Report

Honda exec says US market near capacity, could hurt subprime buyers

Is there a point in the US auto industry where companies should start considering the welfare of their customers ahead of selling more cars? American Honda Executive Vice President of Sales John Mendel thinks that level exists, and we may be getting very close to it.

According to Automotive News, Mendel believes that finding more customers in the market could require pursuing subprime buyers and offering longer-term loans. However, he refuses to use those tactics. While selling models this way can improve things briefly, the strategies hurt resale prices and lower vehicle profits over time. The company won't do "stupid things in the short-term that damage the person who bought yesterday," he said to Automotive News. "It's a very, very short-term tactic especially in the subprime area."

American Honda, which combines the Acura and Honda brands, has seen market share decline from 9.7 percent to 9.1 percent through July 2014, according to Automotive News, and Autoblog's By the Numbers stats showed it posted falling sales in five of the seven months with data this year. Though, Mendel claims that was partially because the company focused on retail sales over fleets. The delays of the launches for the Honda Fit and Acura TLX likely didn't help either.
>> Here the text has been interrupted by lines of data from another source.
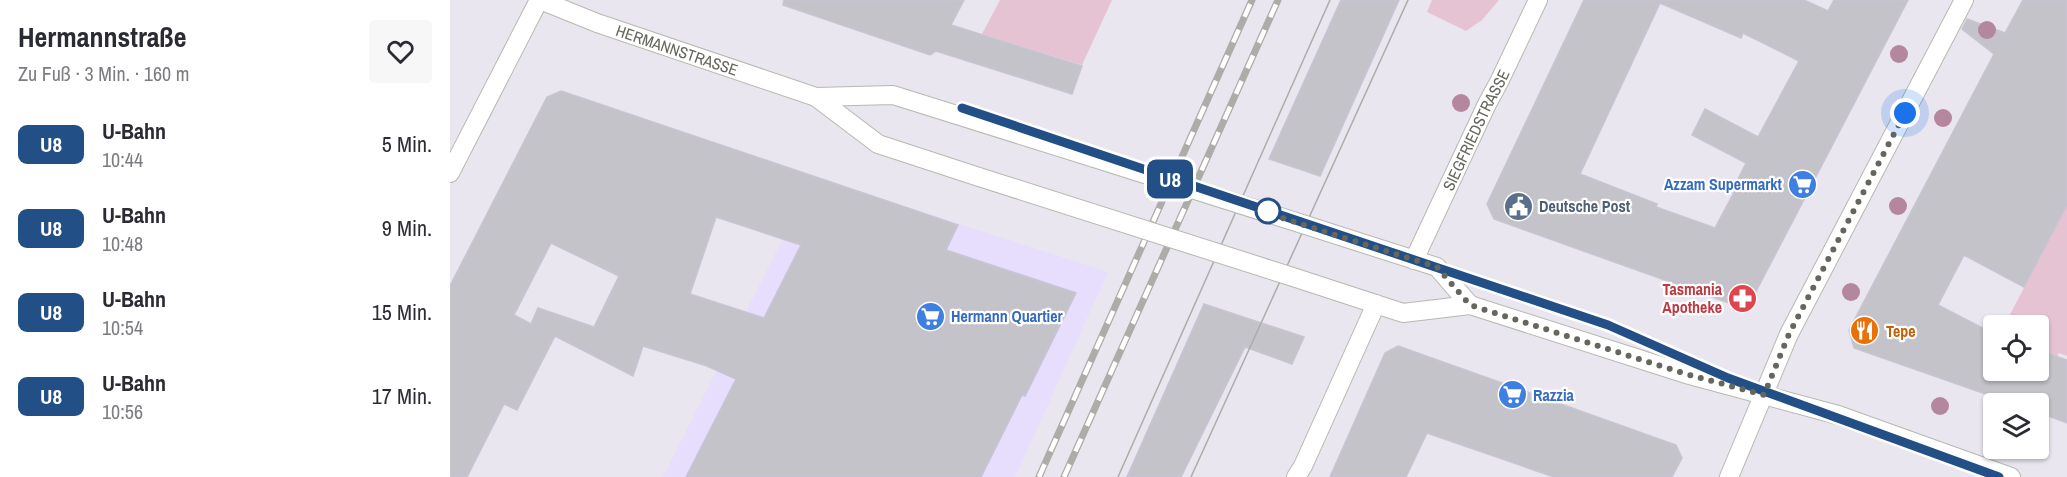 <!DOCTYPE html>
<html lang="de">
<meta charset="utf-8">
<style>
:root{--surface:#fff;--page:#f7f7f7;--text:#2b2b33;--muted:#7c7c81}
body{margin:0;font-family:"Archivo Narrow",sans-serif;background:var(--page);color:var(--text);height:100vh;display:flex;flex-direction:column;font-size:22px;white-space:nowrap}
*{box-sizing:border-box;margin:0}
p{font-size:20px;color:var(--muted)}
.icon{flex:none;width:33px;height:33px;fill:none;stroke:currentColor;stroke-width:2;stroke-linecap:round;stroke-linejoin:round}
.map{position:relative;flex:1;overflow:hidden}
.panel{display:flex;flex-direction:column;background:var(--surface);width:450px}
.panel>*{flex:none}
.badge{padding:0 12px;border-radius:9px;font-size:21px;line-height:39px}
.tools{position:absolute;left:1533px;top:315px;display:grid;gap:12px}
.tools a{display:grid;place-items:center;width:66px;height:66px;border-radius:6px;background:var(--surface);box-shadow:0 2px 4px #0004;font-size:30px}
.you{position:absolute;width:30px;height:30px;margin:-15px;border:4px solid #fff;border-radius:50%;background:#1a73e8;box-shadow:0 0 0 9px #1a73e833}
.map>.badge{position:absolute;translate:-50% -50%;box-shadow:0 0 0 3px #fff}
.round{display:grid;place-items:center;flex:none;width:63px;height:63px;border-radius:6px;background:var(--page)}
.headline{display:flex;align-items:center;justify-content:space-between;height:102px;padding:0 18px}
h1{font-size:28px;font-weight:800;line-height:45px}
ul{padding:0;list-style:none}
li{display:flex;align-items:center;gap:18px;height:84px;padding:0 18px}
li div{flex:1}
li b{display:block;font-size:22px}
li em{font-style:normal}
li .badge{min-width:66px;font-weight:700;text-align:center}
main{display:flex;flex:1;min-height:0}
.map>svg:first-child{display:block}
</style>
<main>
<section class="panel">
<div class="headline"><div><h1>Hermannstraße</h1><p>Zu Fuß · 3 Min. · 160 m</p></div><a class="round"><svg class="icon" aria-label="heart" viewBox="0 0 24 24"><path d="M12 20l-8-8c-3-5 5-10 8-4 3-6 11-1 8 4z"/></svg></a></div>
<ul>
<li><span class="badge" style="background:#224f86;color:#fff">U8</span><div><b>U-Bahn</b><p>10:44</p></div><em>5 Min.</em></li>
<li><span class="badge" style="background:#224f86;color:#fff">U8</span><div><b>U-Bahn</b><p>10:48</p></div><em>9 Min.</em></li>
<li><span class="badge" style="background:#224f86;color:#fff">U8</span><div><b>U-Bahn</b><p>10:54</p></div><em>15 Min.</em></li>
<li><span class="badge" style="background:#224f86;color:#fff">U8</span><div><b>U-Bahn</b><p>10:56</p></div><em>17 Min.</em></li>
</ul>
</section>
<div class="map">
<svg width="1617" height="477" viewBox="0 0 1617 477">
<rect width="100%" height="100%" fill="#e9e6ef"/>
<!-- commercial -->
<polygon fill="#e7ddfd" points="364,177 658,272 565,477 213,477"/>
<!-- green -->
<g fill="#e6c3d3">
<polygon points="550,0 662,0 632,65 532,34"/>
<polygon points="982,0 1049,0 1032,20 1016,31 977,12"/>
<polygon points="1617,205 1617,356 1609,353 1607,357 1589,350 1588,326 1554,326"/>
</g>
<!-- building -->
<g fill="#c4c3ca" stroke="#c8c4d4" stroke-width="1.5" fill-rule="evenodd">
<polygon points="334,0 514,0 501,25 632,66 622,94 486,51 480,55 333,5"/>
<polygon points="891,0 949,0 870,176 819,159"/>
<path d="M1134 0H1354L1378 11 1384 0H1458L1300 303 1290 307 1044 219 1037 204ZM1210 3 1291 38 1293 33 1349 61 1308 137 1255 109 1242 135 1296 163 1288 179 1290 181 1265 228 1206 207 1207 204 1130 174Z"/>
<polygon points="1573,0 1617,0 1617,205 1574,287 1514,255 1488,305 1544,334 1544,370 1588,370 1588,350 1617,360 1617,423 1588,412 1588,404 1564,404 1404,348 1399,330 1544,54 1512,29 1517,19 1555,33"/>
<path d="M111 91 508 225 496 250 626 293 575 396 572 395 531 477H236L286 379 257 366 193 346 183 376 105 336 67 410 54 404 17 477H0V286L97 97ZM266 217 351 245 314 318 240 294ZM101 243 169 276 144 327 88 308 81 324 64 315Z"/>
<polygon points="754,304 854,337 842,364 795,347 731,477 677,477"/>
<polygon points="948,346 1226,445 1232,458 1222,477 1104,477 977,433 956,477 880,477 935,353"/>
</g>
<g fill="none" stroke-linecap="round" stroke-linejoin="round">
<defs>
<g id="street">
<path id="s1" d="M964 260 1037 104 1049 82 1088 0"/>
<polyline points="846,477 853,466 926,304"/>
<polyline points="1279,477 1339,334 1514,0"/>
</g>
<g id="secondary">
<path id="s2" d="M90 0 147 23 366 97 428 144 529 177"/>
<polyline points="366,97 443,95 644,158"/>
<polyline points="0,173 89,0"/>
<polyline points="868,229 987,267 1020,305"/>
<polyline points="846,278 953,313 1020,305 1236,374 1388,415 1561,477"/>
</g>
</defs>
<!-- street casing -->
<use href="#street" stroke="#b7b8b1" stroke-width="20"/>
<!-- secondary casing -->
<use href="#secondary" stroke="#b7b8b0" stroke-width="20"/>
<!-- street -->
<use href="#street" stroke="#fff" stroke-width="18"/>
<!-- secondary -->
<use href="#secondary" stroke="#fff" stroke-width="18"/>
<!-- tram -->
<g stroke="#acaca9" stroke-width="1.5">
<polyline points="668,477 880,0"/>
<polyline points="741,477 958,0"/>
</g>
<defs>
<g id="rail">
<polyline points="589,477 802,0"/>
<polyline points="614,477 828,0"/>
</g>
</defs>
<!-- rail casing -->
<use href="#rail" stroke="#acaca9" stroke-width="7"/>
<!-- rail -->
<use href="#rail" stroke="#fff" stroke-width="4.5" stroke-dasharray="14" stroke-linecap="butt"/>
<defs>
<g id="secondary-bridge">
<polyline points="644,158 868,229"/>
<polyline points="529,177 846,278"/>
</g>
</defs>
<!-- secondary-bridge casing -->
<use href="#secondary-bridge" stroke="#b7b8b0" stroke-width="20" stroke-linecap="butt"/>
<!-- secondary-bridge -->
<use href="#secondary-bridge" stroke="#fff" stroke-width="18"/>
</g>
<!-- trees -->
<g fill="#b4879e">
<circle cx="1537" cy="30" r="9"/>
<circle cx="1449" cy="54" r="9"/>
<circle cx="1011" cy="103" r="9"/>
<circle cx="1493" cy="118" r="9"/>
<circle cx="1448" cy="206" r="9"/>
<circle cx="1401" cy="292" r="9"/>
<circle cx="1490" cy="406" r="9"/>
</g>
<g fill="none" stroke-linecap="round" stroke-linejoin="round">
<defs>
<polyline id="line" points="512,108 1158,325 1278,378 1549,477"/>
</defs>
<!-- line casing -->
<use href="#line" stroke="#fff" stroke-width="14"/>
<!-- line -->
<use href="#line" stroke="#224f86" stroke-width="9"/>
<!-- walk -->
<polyline stroke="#65665d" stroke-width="6" stroke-dasharray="0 10.8" points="818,211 810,211 987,267 1020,305 1236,374 1314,395 1339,334 1455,113"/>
</g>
<!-- icons -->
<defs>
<symbol id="supermarket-disc" viewBox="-11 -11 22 22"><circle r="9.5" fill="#3f7fe0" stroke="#fff"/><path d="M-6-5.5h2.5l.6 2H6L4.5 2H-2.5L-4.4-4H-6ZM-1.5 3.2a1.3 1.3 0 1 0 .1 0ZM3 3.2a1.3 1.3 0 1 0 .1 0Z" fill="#fff"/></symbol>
<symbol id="civic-disc" viewBox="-11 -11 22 22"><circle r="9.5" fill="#5c6f8a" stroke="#fff"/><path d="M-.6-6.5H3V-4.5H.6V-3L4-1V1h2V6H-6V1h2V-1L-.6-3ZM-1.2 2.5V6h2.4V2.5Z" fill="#fff"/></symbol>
<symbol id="pharmacy-disc" viewBox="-11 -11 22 22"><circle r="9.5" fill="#e0444e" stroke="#fff"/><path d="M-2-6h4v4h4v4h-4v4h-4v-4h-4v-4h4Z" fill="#fff"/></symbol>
<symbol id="restaurant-disc" viewBox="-11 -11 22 22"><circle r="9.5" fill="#e8710a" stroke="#fff"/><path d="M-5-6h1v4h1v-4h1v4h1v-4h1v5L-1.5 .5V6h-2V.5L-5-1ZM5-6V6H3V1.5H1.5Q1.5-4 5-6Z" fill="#fff"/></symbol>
</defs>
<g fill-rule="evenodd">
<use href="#supermarket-disc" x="1336" y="168" width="33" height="33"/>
<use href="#civic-disc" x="1052" y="190" width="33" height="33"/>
<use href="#pharmacy-disc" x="1276" y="282" width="33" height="33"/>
<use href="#supermarket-disc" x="464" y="300" width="33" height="33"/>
<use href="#restaurant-disc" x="1398" y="314" width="33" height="33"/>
<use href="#supermarket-disc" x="1046" y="378" width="33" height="33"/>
</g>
<!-- markers -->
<circle fill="#fff" stroke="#224f86" stroke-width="3" cx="818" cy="211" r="12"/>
<g text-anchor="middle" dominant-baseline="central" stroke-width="4.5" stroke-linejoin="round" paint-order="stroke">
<!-- street labels -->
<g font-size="16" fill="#65665d" stroke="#fff">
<text stroke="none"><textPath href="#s2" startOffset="146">HERMANNSTRASSE</textPath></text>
<text stroke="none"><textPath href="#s1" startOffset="144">SIEGFRIEDSTRASSE</textPath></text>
</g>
<!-- shop labels -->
<g font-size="16" font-weight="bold" fill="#366cbe" stroke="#fff" text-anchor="start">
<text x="1332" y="184" text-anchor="end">Azzam Supermarkt</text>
<text x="501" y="316">Hermann Quartier</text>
<text x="1083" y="395">Razzia</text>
</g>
<!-- service labels -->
<g font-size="16" font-weight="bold" fill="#4e5e75" stroke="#fff" text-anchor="start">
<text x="1089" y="206">Deutsche Post</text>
</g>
<!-- health labels -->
<g font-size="16" font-weight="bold" fill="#be3a42" stroke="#fff" text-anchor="end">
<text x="1272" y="289">Tasmania<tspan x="1272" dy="18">Apotheke</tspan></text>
</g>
<!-- food labels -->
<g font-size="16" font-weight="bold" fill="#c56008" stroke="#fff" text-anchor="start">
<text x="1436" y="331">Tepe</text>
</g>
</g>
</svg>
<div class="tools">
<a><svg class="icon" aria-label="locate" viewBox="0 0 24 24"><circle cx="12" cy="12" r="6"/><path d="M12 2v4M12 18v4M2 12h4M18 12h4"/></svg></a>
<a><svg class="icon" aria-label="layers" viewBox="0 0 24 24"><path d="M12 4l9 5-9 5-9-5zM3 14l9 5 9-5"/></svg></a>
</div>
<div class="you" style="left:1455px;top:113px"></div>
<b class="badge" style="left:720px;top:179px;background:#224f86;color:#fff">U8</b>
</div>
</main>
The rise of subprime loans is an emerging trend in the auto industry. A recent study by Equifax found that the total amount in outstanding auto loans was the highest it ever recorded and up 10 percent from a year ago. It also found that the total balance from subprime buyers had reached $46.2 billion, an eight-year high. The feds appear to be getting interested too with GM's financial arm under investigation for how it securitizes its lending to these customers.